I am using the rich library to parse json data retrieved with aiohttp. It works great printing the data directly from the API, formatting nicely (with line breaks so that it is not hard to read):
{
'city': 'Haidian',
'region_code': 'BJ',
'os': None,
'tags': [],
'ip': 1699530633,
'isp': 'China Education and Research Network Center',
'area_code': None,
'longitude': 116.28868,
'last_update': '2021-12-16T05:42:00.377583',
'ports': [8888],
'latitude': 39.99064,
'hostnames': [],
'postal_code': None,
'country_code': 'CN',
'country_name': 'China',
'domains': [],
'org': 'China Education and Research Network',
'data': [
{
'_shodan': {'options': {}, 'id': '1d25e274-18ce-4a3d-8e1c-73e5bf35bf76', 'module': 'http-simple-new', 'crawler': '42f86247b760542c0192b61c60405edc5db01d55'},
'hash': -1008250258,
'os': None,
'opts': {},
'timestamp': '2021-12-16T05:42:00.377583',
'isp': 'China Education and Research Network Center',
'port': 8888,
'hostnames': [],
'location': {'city': 'Haidian', 'region_code': 'BJ', 'area_code': None, 'longitude': 116.28868, 'country_name': 'China', 'postal_code': None, 'country_code': 'CN', 'latitude': 39.99064},
'ip': 1699530633,
'domains': [],
'org': 'China Education and Research Network',
'data': 'GET / HTTP/1.1\r\nHost: 101.76.199.137\r\n\r\n',
'asn': 'AS4538',
'transport': 'tcp',
'ip_str': '101.x.199.x'
}
],
'asn': 'AS4538',
'ip_str': '101.x.199.x'
}
The program then appends that to a dictionary like:
ipInfo = {}
async def host(ip):
ret = await fetch(ip)
ipInfo[ip] = ret
Then after its is finished with a list of ip addresses it writes this dictionary to a file. The issue I am having is that when I load this data to review at a later time and attempt to parse it, the rich library does not format it nicely the way that it does when it is just coming from the API. It always ends up looking like:
[{'hash': -644847518, 'timestamp': '2021-12-27T15:08:16.109960', 'isp': 'VNPT Corp', 'transport': 'tcp', 'data': 'GET / HTTP/1.1\r\nHost: 113.x.185.x\r\n\r\n', 'asn': 'AS45899', 'port': 5555, 'hostnames': ['static.vnpt.vn'],
'location': {'city': 'Vị Thanh', 'region_code': '73', 'area_code': None, 'longitude': 105.47012, 'latitude': 9.78449, 'postal_code': None, 'country_code': 'VN', 'country_name': 'Viet Nam'}, 'ip': 1906751888, 'domains': ['vnpt.vn'],
'org': 'Vietnam Posts and Telecommunications Group', 'os': None, '_shodan': {'crawler': 'd905ab419aeb10e9c57a336c7e1aa9629ae4a733', 'options': {}, 'id': '33f5bd73-c7d7-4dc0-beb8-b17afb53d931', 'module': 'http-simple-new', 'ptr':
True}, 'opts': {}, 'ip_str': '113.x.185.x'}], 'asn': 'AS45899', 'city': 'Vị Thanh', 'latitude': 9.78449, 'isp': 'VNPT Corp', 'longitude': 105.47012, 'last_update': '2021-12-27T15:08:16.109960', 'country_name': 'Viet Nam',
'ip_str': '113.x.185.x', 'os': None, 'ports': [5555]}
And that does not work for me because I need to be able to actually read it.
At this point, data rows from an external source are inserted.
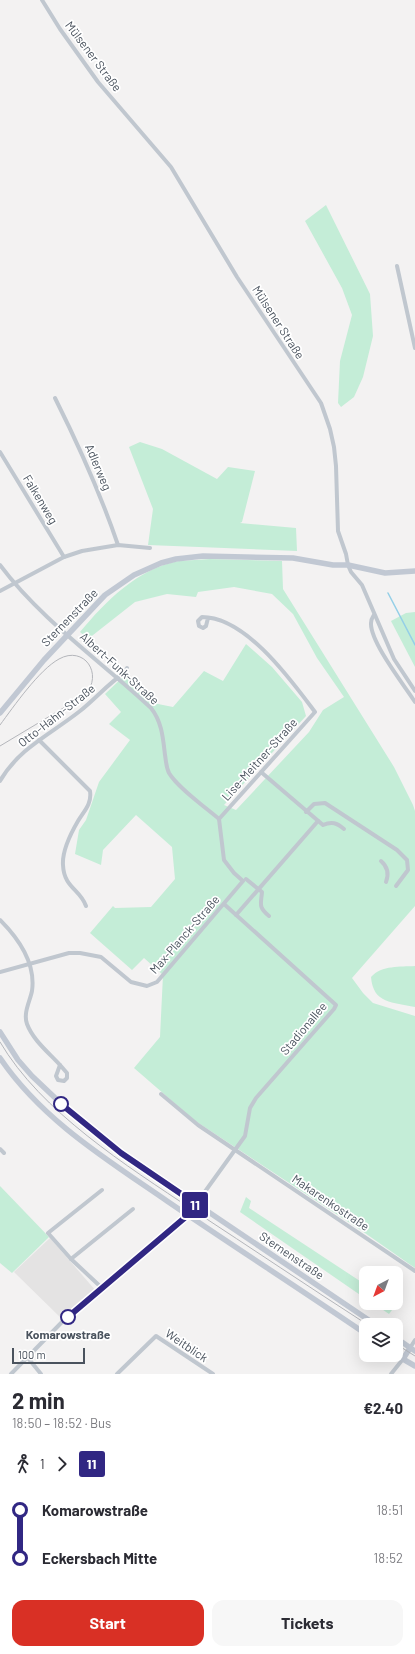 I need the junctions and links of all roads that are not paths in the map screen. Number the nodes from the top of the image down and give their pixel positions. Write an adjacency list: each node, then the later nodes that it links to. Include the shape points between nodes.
1 (42, 0): 10 (street, Mülsener Straße, via 98,82 171,167 237,277 321,403 334,447 338,531)
2 (398, 266): 3 (street)
3 (415, 348)
4 (55, 398): 6 (street, Adlerweg, via 108,513)
5 (0, 452): 8 (street, Falkenweg)
6 (118, 545): 7 (street); 8 (street)
7 (150, 548)
8 (64, 557): 12 (street)
9 (0, 565): 12 (street, Albert-Funk-Straße)
10 (348, 565): 11 (street, Sternenstraße, via 385,573); 14 (street, Mülsener Straße, via 362,585); 16 (street, Sternenstraße, via 293,558 203,556 176,559 134,575 105,595)
11 (415, 571)
12 (13, 583): 13 (street); 16 (street, Albert-Funk-Straße)
13 (0, 590)
14 (374, 615): 19 (street, Mülsener Straße, via 394,660); 20 (street, via 370,625 375,638 396,676)
15 (208, 618): 23 (street, Lise-Meitner-Straße, via 228,624 259,646 289,678 315,712)
16 (67, 635): 18 (street, Albert-Funk-Straße); 21 (street, Sternenstraße)
17 (127, 668): 18 (street, Otto-Hahn-Straße)
18 (117, 678): 22 (street, Otto-Hahn-Straße, via 80,711); 26 (street, Albert-Funk-Straße, via 157,716 169,773)
19 (415, 691)
20 (415, 702)
21 (0, 713)
22 (39, 740): 24 (street, Otto-Hahn-Straße, via 27,748); 35 (street, via 90,791 89,805 72,832 63,863 68,883 84,900)
23 (261, 772): 25 (street); 26 (street, Lise-Meitner-Straße)
24 (0, 781)
25 (306, 812): 27 (street); 32 (street, via 314,804 326,803 397,850 407,860 408,870)
26 (219, 819): 30 (street, via 224,860 234,873)
27 (318, 821): 28 (street, via 323,825 336,823); 33 (street)
28 (344, 829)
29 (381, 861): 31 (street, via 388,873)
30 (244, 880): 33 (street); 34 (street, Max-Planck-Straße)
31 (386, 882)
32 (396, 886)
33 (258, 890): 36 (street); 37 (street, via 262,893 262,907)
34 (224, 904): 36 (street, Stadionallee); 39 (street, Max-Planck-Straße, via 157,982 147,986 131,982 101,957 80,953)
35 (86, 906)
36 (236, 915): 46 (street, Stadionallee, via 336,1005 253,1103 245,1136)
37 (269, 916)
38 (0, 920): 39 (street, via 20,943)
39 (29, 964): 40 (street, Max-Planck-Straße); 43 (street, via 32,989 26,1012 27,1023 35,1039)
40 (0, 972)
41 (0, 1032): 49 (street, Sternenstraße, via 32,1076 70,1112 121,1153)
42 (0, 1058): 51 (street, Sternenstraße, via 21,1086 49,1115 108,1161)
43 (60, 1065)
44 (161, 1094): 46 (street, Makarenkostraße, via 198,1125)
45 (0, 1149): 47 (street)
46 (236, 1150): 49 (street); 53 (street, Makarenkostraße)
47 (4, 1153)
48 (102, 1190): 52 (street, via 48,1233)
49 (196, 1204): 51 (street); 55 (street, Sternenstraße)
50 (133, 1209): 52 (street)
51 (188, 1215): 54 (street); 56 (street, Sternenstraße)
52 (72, 1259): 54 (street)
53 (415, 1271)
54 (102, 1288): 60 (street, via 63,1321)
55 (366, 1318)
56 (359, 1329)
57 (415, 1340): 59 (street)
58 (403, 1343): 59 (street)
59 (413, 1349): 61 (street)
60 (28, 1358): 64 (street); 65 (street)
61 (403, 1359): 63 (street)
62 (401, 1362): 68 (street)
63 (415, 1366)
64 (11, 1374)
65 (41, 1374)
66 (117, 1374): 67 (street, Weitblick, via 156,1336)
67 (213, 1374)
68 (391, 1374)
The code I am currently using to parse it looks like:
if argsc.parse:
_print(f'Opening {argsc.parse}')
with open(argsc.parse, 'r') as f:
f = f.read()
rich.print(f)
exit(0)
I have tried using rich.print_json
and parsing the dictionary entries one at a time, all sorts of things really. I did notice while writing this post that if the data is saved like it is in the first example with the nice newlines formatting then it does parse correctly, but I don't know how to do that either.
So my question is (guess it is two questions): 1) How do I save the data from rich so that it is saved the way that I see it on the screen? And: 2) How I do parse json data in a file with the nice newline formatting seen in the first example? Is that even possible? Maybe that is the way it comes back the API and it is being written differently. But I tried writing the data as-is without appending it to a dictionary and that did not work either.